[Stored data]

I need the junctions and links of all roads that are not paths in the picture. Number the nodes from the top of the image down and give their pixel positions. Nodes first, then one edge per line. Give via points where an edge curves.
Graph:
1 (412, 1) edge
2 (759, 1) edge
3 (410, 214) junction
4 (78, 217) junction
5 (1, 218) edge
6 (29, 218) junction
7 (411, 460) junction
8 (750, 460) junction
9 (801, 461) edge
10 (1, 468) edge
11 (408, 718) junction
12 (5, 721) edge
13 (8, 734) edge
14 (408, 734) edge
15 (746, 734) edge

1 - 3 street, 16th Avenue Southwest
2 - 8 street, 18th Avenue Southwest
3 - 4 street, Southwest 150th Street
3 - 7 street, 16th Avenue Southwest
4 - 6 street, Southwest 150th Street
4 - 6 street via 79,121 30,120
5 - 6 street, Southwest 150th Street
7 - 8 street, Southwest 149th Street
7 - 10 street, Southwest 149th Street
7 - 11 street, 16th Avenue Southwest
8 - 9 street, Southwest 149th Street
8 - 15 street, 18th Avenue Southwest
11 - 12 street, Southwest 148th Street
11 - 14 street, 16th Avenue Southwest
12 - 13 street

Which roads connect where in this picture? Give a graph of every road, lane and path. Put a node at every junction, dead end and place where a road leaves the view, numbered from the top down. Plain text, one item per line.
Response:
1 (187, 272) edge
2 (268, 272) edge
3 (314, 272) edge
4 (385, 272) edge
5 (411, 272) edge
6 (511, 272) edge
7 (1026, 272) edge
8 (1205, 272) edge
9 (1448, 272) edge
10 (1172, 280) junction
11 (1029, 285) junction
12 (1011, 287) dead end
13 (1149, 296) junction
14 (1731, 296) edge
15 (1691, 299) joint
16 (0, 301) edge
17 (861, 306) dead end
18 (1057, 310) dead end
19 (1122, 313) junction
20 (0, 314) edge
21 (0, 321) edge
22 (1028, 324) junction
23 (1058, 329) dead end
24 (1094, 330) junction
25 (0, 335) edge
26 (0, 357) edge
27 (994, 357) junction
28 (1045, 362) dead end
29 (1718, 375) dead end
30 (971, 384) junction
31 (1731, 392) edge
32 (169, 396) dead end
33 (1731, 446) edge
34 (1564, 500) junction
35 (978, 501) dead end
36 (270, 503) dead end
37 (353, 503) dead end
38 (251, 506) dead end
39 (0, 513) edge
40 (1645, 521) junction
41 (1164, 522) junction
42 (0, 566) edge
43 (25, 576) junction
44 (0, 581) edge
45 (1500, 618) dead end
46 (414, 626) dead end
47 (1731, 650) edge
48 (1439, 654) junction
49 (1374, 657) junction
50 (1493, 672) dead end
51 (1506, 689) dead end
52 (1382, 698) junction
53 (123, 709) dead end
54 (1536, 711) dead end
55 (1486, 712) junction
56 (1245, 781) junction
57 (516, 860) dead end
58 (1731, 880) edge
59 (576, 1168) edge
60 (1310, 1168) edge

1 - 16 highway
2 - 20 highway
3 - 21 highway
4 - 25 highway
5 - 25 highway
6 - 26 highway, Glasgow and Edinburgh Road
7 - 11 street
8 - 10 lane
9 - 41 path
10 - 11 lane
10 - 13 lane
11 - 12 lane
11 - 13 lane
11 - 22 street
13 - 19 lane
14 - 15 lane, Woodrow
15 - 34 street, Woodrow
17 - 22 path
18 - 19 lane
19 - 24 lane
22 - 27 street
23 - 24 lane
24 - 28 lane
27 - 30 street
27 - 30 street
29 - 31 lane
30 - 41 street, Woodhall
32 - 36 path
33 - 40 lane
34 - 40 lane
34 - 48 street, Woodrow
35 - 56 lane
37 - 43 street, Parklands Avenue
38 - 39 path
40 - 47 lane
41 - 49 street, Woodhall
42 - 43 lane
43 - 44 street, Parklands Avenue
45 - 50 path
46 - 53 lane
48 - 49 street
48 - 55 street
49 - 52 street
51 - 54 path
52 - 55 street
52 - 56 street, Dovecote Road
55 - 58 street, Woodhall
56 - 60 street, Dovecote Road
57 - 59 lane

Aim of the task
Search each line of the data above for "Parklands", and copy the lines where it occurs.

Your response
37 - 43 street, Parklands Avenue
43 - 44 street, Parklands Avenue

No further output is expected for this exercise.